Blog-Reihe Teil 2: Digitale Transformation in der Kundenbeziehung

Wirkungen und erwünschte Nebenwirkungen der digitalen Transformation

«Digitale Angreifer» stellen traditionelle Geschäftsmodelle auf den Kopf. Mit Fokus auf das Lieblings-Accessoire der Kunden – das Smartphone – sprechen sie mittels Location Based Marketing, Geofencing und Near Field Communication Kunden direkt und sehr persönlich an. Sind die Daten noch intelligent mit dem CRM verknüpft, tun sich völlig neue Business Opportunities auf - auch für traditionelle Unternehmen. Der Tech Writer, Blogger, Vlogger, e_Vangelist und Netzwerker Peter Wolf hat die digitale Transformation und ihre erwünschten Nebenwirkungen für uns beleuchtet.

Peter Wolf, Tech Writer

Peter, Du bist als Trend-Scout für Ringier und Swisscom unterwegs. Welchen Trend hast Du kürzlich aufgespürt?

Peter Wolf: Ich erlebe nun schon die fünfte Branche, die digitalisiert wird, und immer dauert zwar alles länger, als man denkt und kommt dann mit heftigeren Konsequenzen, als man befürchtete. Wir beobachten, dass einzelne Teile einer Wertschöpfungskette von digitalen Angreifern attackiert werden. Sehr stark sieht man das zum Beispiel an der Kundenschnittstelle.

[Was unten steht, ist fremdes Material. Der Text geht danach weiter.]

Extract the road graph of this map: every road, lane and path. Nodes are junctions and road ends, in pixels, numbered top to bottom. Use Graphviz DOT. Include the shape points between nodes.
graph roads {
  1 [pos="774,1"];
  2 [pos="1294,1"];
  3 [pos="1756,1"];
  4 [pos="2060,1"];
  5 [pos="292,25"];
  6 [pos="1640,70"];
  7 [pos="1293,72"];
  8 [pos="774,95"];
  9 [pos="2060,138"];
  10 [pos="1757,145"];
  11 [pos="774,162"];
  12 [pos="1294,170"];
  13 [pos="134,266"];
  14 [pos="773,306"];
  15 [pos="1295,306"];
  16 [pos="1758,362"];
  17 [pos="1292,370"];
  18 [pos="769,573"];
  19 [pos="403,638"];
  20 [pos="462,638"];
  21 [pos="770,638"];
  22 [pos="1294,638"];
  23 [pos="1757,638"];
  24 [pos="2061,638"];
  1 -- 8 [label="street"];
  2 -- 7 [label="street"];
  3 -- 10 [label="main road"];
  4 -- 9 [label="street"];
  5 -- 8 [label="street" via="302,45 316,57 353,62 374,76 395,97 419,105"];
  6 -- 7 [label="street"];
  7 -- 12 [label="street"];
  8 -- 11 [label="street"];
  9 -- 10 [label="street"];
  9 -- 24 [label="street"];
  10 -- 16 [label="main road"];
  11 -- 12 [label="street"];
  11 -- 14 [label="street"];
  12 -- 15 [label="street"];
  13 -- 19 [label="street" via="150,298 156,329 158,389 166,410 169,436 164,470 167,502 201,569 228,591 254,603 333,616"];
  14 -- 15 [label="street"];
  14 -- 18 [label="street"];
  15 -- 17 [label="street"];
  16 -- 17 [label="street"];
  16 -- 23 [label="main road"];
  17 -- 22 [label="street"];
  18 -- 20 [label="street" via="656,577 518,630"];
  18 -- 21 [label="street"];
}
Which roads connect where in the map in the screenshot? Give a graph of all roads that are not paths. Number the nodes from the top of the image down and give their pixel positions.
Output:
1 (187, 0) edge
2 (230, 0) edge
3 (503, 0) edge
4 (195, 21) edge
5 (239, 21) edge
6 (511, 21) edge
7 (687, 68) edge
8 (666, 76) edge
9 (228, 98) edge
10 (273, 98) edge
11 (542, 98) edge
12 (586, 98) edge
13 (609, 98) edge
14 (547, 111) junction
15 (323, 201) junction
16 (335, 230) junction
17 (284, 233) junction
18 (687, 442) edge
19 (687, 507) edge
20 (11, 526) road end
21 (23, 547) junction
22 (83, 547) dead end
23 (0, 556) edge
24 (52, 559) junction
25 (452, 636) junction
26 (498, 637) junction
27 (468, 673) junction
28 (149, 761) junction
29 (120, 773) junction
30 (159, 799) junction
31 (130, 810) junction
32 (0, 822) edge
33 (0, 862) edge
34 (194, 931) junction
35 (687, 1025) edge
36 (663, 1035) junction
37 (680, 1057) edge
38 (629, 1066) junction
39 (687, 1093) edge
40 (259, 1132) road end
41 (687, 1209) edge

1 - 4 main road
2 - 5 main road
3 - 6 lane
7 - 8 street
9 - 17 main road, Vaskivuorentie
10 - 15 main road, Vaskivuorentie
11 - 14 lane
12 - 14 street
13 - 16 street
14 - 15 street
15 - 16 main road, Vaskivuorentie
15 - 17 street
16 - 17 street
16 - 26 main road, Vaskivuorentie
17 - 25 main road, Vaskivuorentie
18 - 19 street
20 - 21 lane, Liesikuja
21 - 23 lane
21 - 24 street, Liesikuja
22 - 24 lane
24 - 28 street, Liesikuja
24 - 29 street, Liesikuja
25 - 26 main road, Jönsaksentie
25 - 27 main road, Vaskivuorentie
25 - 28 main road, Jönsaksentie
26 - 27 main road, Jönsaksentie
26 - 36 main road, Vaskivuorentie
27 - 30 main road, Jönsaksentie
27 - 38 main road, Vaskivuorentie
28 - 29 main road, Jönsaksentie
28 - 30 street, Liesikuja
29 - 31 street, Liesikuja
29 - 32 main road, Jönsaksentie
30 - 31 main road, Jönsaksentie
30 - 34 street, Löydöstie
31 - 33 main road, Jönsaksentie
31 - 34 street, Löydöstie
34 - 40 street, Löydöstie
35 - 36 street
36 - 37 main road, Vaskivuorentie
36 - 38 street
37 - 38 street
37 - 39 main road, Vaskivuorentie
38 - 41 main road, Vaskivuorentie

Hast Du ein Beispiel für uns?

Die Kunden haben nicht nur immer recht, die Kunden sind auch immer mobil. Auch wenn sie am schnellsten Computer mit dem grössten Bildschirm sitzen, schalten sie deswegen ihr Smartphone ja nicht aus.

Das Geschäftsmodell der Zukunft muss also nicht nur digital, sondern auch mobil sein?

Genau. Die Kunden sind immer zusätzlich auch mobil ansprechbar. Für mich persönlich gilt: Ein Angebot, das ich mobil nicht erreichen oder nutzen kann, ist für mich praktisch inexistent.

Apropos Kundenschnittstelle: Welche Chancen siehst Du in der Verbindung der neuen Möglichkeiten durch NFC, Geofencing, Location Based Marketing mit CRM?

Dadurch, dass ihr mobiles Gerät so viel mehr über seine Benutzer weiss, können diese auch gezielter adressiert werden. Im Moment ist dies vor allem ein Smartphone, später könnte dies aber auch ein Wearable sein. Mein mobiles Gerät wird wissen, in welcher Stimmung ich gerade bin (abhängig von der Wortwahl in meinen Messages und meinem gemessenen Pulsschlag), ob ich momentan eher Tiere oder Feriendestinationen mag (basierend auf den Likes, die ich vergebe), ob ich mich in einem Lift, einem Verkehrsmittel oder zu Fuss unterwegs befinde (ausgehend vom Bewegungssensor und den GPS-Daten) – und es könnte mir dann Aktionen vorschlagen, die nicht nur zu mir, sondern auch zu meiner gegenwärtigen Situation passen.

Eine letzte Frage noch: Was können traditionelle Unternehmen Deiner Meinung nach von den digitalen Angreifern lernen?

Ein einfacher Rat: Sie sollen mal versuchen, ihre eigenen Angebote von einem Smartphone aus zu nutzen (und zwar von einem langsamen kleinen Vorjahresmodell aus). Dann erkennen sie schnell, wo Verbesserungen nötig sind.